The Left “Hates Big Corporations”: Enter Eric Holder Jon Rappoport Infowars.com January 30, 2014
Veteran reporter, Russell Mokhiber, who edits the Corporate Crime Reporter, lays it out in his article, “Holder the Hypocrite.” “…[US Attorney General] Holder has perfected the government’s practice of offering deferred and non prosecution agreements to major corporations to settle major corporate crime cases. “Under a deferred prosecution agreement, the corporation is charged with a crime, but if the company
abides by the agreement for a period of years, then the government drops the criminal charges. “Under a non prosecution agreement, the government just collects a fine. There is no criminal charge. There is no admission of wrongdoing. “Since taking office in February 2009, Holder has dished out deferred and non prosecution agreements to more than 100 large publicly held corporations, including JPMorgan Chase (Madoff Ponzi scheme), Archer Daniels Midland(foreign bribery), Diebold (foreign bribery), UBS (interest rate manipulation),HSBC (money laundering), Pfizer (foreign bribery), Wachovia (money laundering), Tyson Foods (foreign bribery), Barclays Bank (Trading with the Enemies Act), Deutsche Bank (tax shelter fraud).” That’s a tidy sample of Eric Holder’s work. Of course, failing to prosecute Monsanto for fraud, criminal intimidation, poisoning the food supply, and other acts should rank high on the list as well. But the Left hates big corporations, doesn’t it? Well, Virginia, ha-ha, that’s just a convenient myth. The Left loves and promotes big government, so it needs to accuse somebody of criminal behavior. Its favorite fairy-tale target? Corporations. As you can see, that’s just a feel-good con. It attracts liberals and other Lefties, but only on the level of a slogan. Politicians on both the Left and Right love big corporations. “I’ll say love and you say hate, and we’ll argue and create the illusion of difference. Throw in pharmaceutical companies, military contractors, security corporations, banks, media giants… they’re all gladly served by the Left and the Right. Unelected bureaucrats play a major role in carrying water for political administrations of both major Parties. The FDA, for example, enables Big Pharma and its array of killer drugs, no matter whether Democrats or Republicans are ruling the White House and the Congress. Since 2000, it’s been known that medical drugs kill 106,000 Americans a year (a conservative estimate —see Dr.
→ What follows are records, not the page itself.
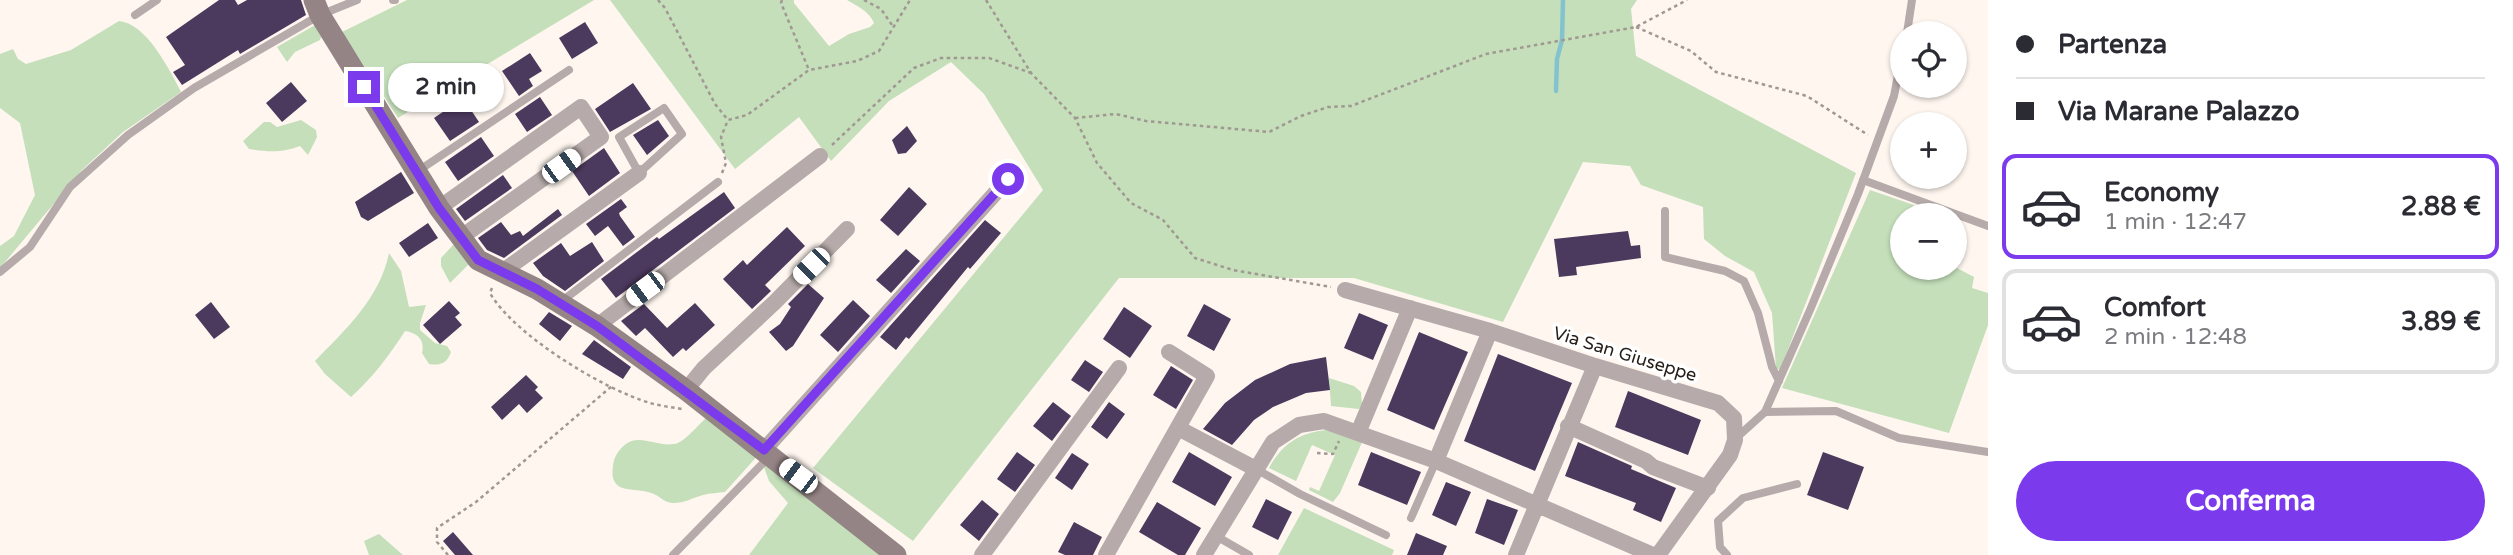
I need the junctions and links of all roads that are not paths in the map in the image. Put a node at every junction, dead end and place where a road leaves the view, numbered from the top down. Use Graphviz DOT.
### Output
graph roads {
  1 [pos="157,0"];
  2 [pos="357,0"];
  3 [pos="1912,0"];
  4 [pos="317,8"];
  5 [pos="135,15"];
  6 [pos="1909,21"];
  7 [pos="569,70"];
  8 [pos="1893,98"];
  9 [pos="820,156"];
  10 [pos="416,173"];
  11 [pos="639,173"];
  12 [pos="1008,179"];
  13 [pos="1863,180"];
  14 [pos="718,181"];
  15 [pos="439,208"];
  16 [pos="1665,211"];
  17 [pos="1988,226"];
  18 [pos="848,229"];
  19 [pos="460,238"];
  20 [pos="0,272"];
  21 [pos="502,272"];
  22 [pos="1345,290"];
  23 [pos="560,303"];
  24 [pos="1410,308"];
  25 [pos="597,326"];
  26 [pos="1490,331"];
  27 [pos="1169,352"];
  28 [pos="1595,366"];
  29 [pos="1119,368"];
  30 [pos="1779,381"];
  31 [pos="693,396"];
  32 [pos="1765,412"];
  33 [pos="1568,426"];
  34 [pos="1178,428"];
  35 [pos="1351,430"];
  36 [pos="1735,440"];
  37 [pos="1988,452"];
  38 [pos="767,453"];
  39 [pos="1436,461"];
  40 [pos="1256,470"];
  41 [pos="1797,484"];
  42 [pos="1708,488"];
  43 [pos="1537,505"];
  44 [pos="1411,518"];
  45 [pos="1386,535"];
  46 [pos="1216,536"];
  47 [pos="673,555"];
  48 [pos="896,555"];
  49 [pos="982,555"];
  50 [pos="1106,555"];
  51 [pos="1204,555"];
  52 [pos="1249,555"];
  53 [pos="1516,555"];
  54 [pos="1656,555"];
  55 [pos="1727,555"];
  1 -- 5 [label="lane"];
  2 -- 4 [label="lane"];
  3 -- 6 [label="lane"];
  4 -- 10 [label="main road"];
  4 -- 20 [label="lane"];
  7 -- 10 [label="lane"];
  8 -- 13 [label="lane"];
  9 -- 25 [label="street"];
  10 -- 15 [label="main road"];
  11 -- 11 [label="lane"];
  11 -- 21 [label="street"];
  12 -- 38 [label="street"];
  13 -- 17 [label="lane"];
  13 -- 30 [label="lane"];
  14 -- 23 [label="lane"];
  15 -- 19 [label="main road"];
  15 -- 19 [label="street"];
  16 -- 30 [label="lane"];
  18 -- 31 [label="street"];
  19 -- 21 [label="main road"];
  21 -- 23 [label="main road"];
  22 -- 24 [label="street, Via San Giuseppe"];
  23 -- 25 [label="main road"];
  24 -- 26 [label="street, Via San Giuseppe"];
  24 -- 35 [label="street"];
  25 -- 31 [label="main road"];
  26 -- 28 [label="street, Via San Giuseppe"];
  26 -- 39 [label="street"];
  27 -- 34 [label="street"];
  28 -- 33 [label="street"];
  28 -- 36 [label="street, Via San Giuseppe"];
  29 -- 49 [label="street"];
  30 -- 32 [label="lane"];
  31 -- 38 [label="main road"];
  32 -- 36 [label="lane"];
  32 -- 37 [label="lane"];
  33 -- 42 [label="street"];
  33 -- 43 [label="street"];
  34 -- 40 [label="street"];
  34 -- 50 [label="street"];
  35 -- 39 [label="street"];
  35 -- 40 [label="street"];
  36 -- 42 [label="street"];
  38 -- 47 [label="lane"];
  38 -- 48 [label="main road"];
  39 -- 43 [label="street"];
  39 -- 44 [label="lane"];
  40 -- 45 [label="lane"];
  40 -- 46 [label="street"];
  41 -- 55 [label="lane"];
  42 -- 54 [label="street"];
  43 -- 53 [label="street"];
  43 -- 54 [label="street"];
  46 -- 51 [label="street"];
  46 -- 52 [label="lane"];
}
Barbara Starfield, JAMA, July 26, 2000, “Is US health really the best in the world?”) Yet neither political party has forced a deep investigation of the FDA, which routinely certifies those drugs as safe and effective. And no Attorney General has lifted a finger to bring criminal charges against FDA employees or pharmaceutical companies. Yet the myth lives on. Republicans hate big government and Democrats hate big corporations. It’s a Disney production with politicians playing cartoon roles.